-- Written by Yael Kiken,
Elementary School Program Coordinator
On a Friday afternoon at 4 p.m., the adults drinking caffeine and pounding at their laptops in Starbucks were surprised when a group of budding poets burst into the room.
Fifteen third-, fourth- and fifth-graders from the Bancroft DC SCORES team had bused over to the Starbucks in Adams Morgan. Each student carried his or her poetry journal, with one special poem picked out to practice; when they saw me in my DC SCORES shirt, they ran over, eager to begin.
Tewelde, the manager of the Starbucks branch, had kindly set up a section of the store for DC SCORES performers to use. There were signs explaining to other customers that there was a poetry reading going on, and that everyone was welcome to stay and watch.
Bancroft is one of several DC SCORES elementary schools that have gotten the opportunity to attend a workshop throughout the city -- a very helpful exercise in preparing for the season-culminating Poetry Slam!. Starbucks has been very supportive and helpful in offering their space at different locations to our poet-athletes.
The session started with some warm-up exercises to get everyone’s body energized and ready to perform. The students practiced making different animal noises to stretch out their faces and warm up their vocal chords. Next, we did a shake-out, wiggling different body parts as we counted out loud.
Finally, we practiced some tongue twisters -- with our tongues hanging out of our mouths! This is a great -- and silly -- way to engage the tongue, lips and jaw muscles, which will ultimately make a performance more clear and enunciated.
Then the students sat in a circle and were treated to hot chocolate. Before they began reading their original works, we had a conversation about what makes a performance really good. Some great suggestions were made, such as: “Read slowly and clearly,” “project your voice,” don’t wriggle around,” “use acting and dancing.” Then we talked about how to help each other improve our performances. I introduced two important concepts, which the students defined as follows:
- Positive Feedback: a nice comment, something you like about someone’s poem, a compliment
- Constructive Criticism: a supportive way of telling someone how to make his or her performance better, a helpful suggestion
Since it was clear that the students had a strong grasp of these ideas, we dove into performance.
Each student stood in front of the group and read his or her poem. Some of the poems were long; some were short; some students were eager to perform, some needed encouragement from their teammates and coaches. After each reading, two of the performer’s classmates gave positive feedback, and then two offered constructive criticism.
When someone gave criticism that wasn’t constructive, he or she would be prompted by other classmates to make the comment more supportive. For example, when a third-grade girl said, “You need to stop mumbling,” one of the more seasoned poets (a fifth-grader) offered a friendlier alternative: “Your poem is good and we want to hear it! When you say it onstage, pretend like you’re yelling something across the field at a soccer game.”
The poet then practiced reciting the poem to Mr.
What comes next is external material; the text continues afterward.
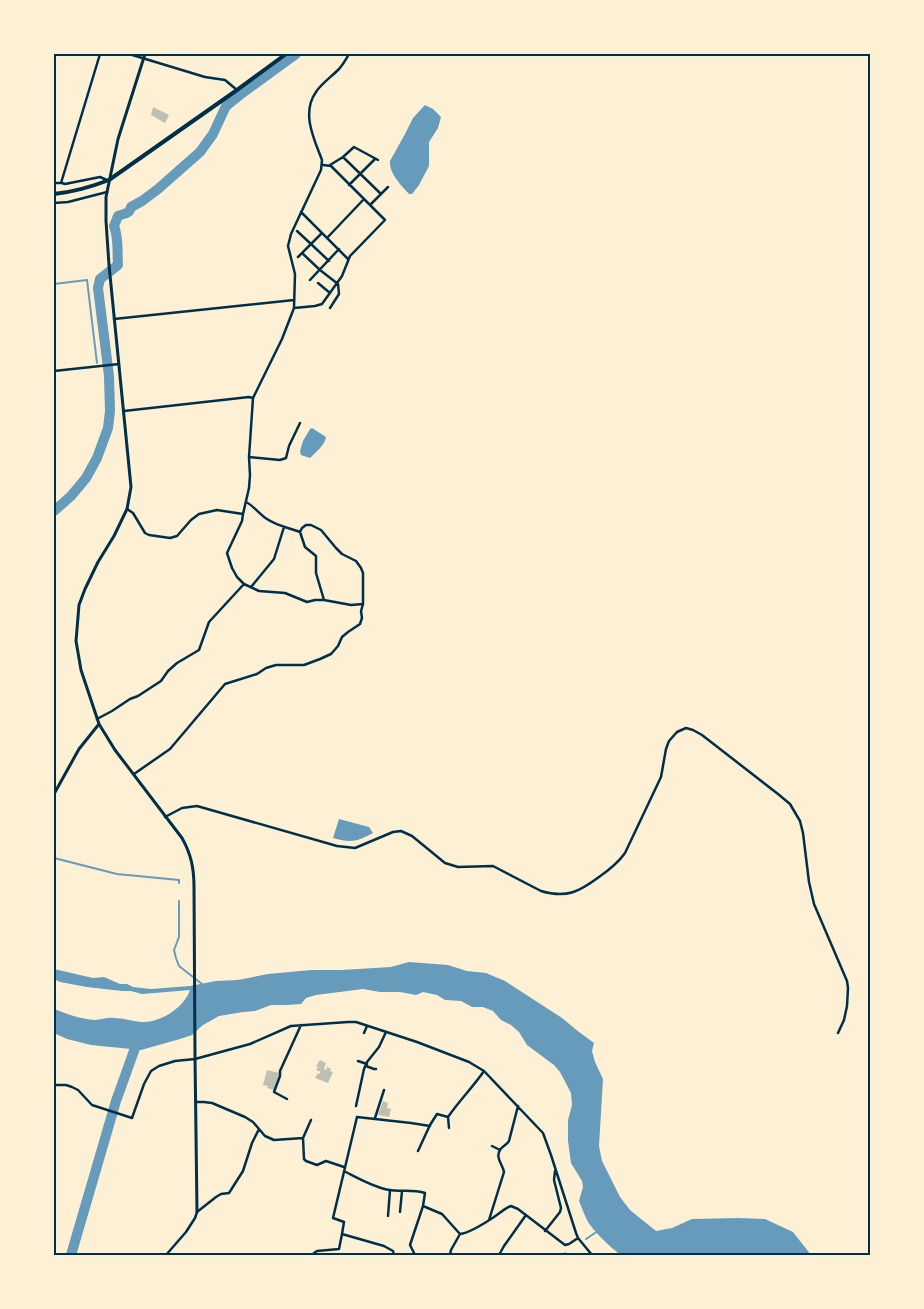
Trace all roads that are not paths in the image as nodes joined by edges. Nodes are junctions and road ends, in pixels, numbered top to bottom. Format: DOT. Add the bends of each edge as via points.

Guzman and Ms. Raseman (his coaches), who were standing all the way at the back of the room. After two tries, the student could be heard across the room.
Despite a few distractions -- the occasional hot chocolate spill and giggle as someone from outside stopped and squished their face up to the glass -- the performers were incredibly supportive of one another. Some of the poems were serious, some were lighthearted; some rhymed and some were written in free verse; some of the poems were in Spanish, some in English.
Starbucks customers stopped and watched, clearly impressed by the young poets. Several of them took postcards with the Poetry Slam info.
After everyone performed and received feedback, the students said their team cheer and thanked the baristas. They then boarded the bus. There was still a lot of work to be done before the upcoming Poetry Slam!, but the students were well on their way to creating an engaging -- and loud -- performance.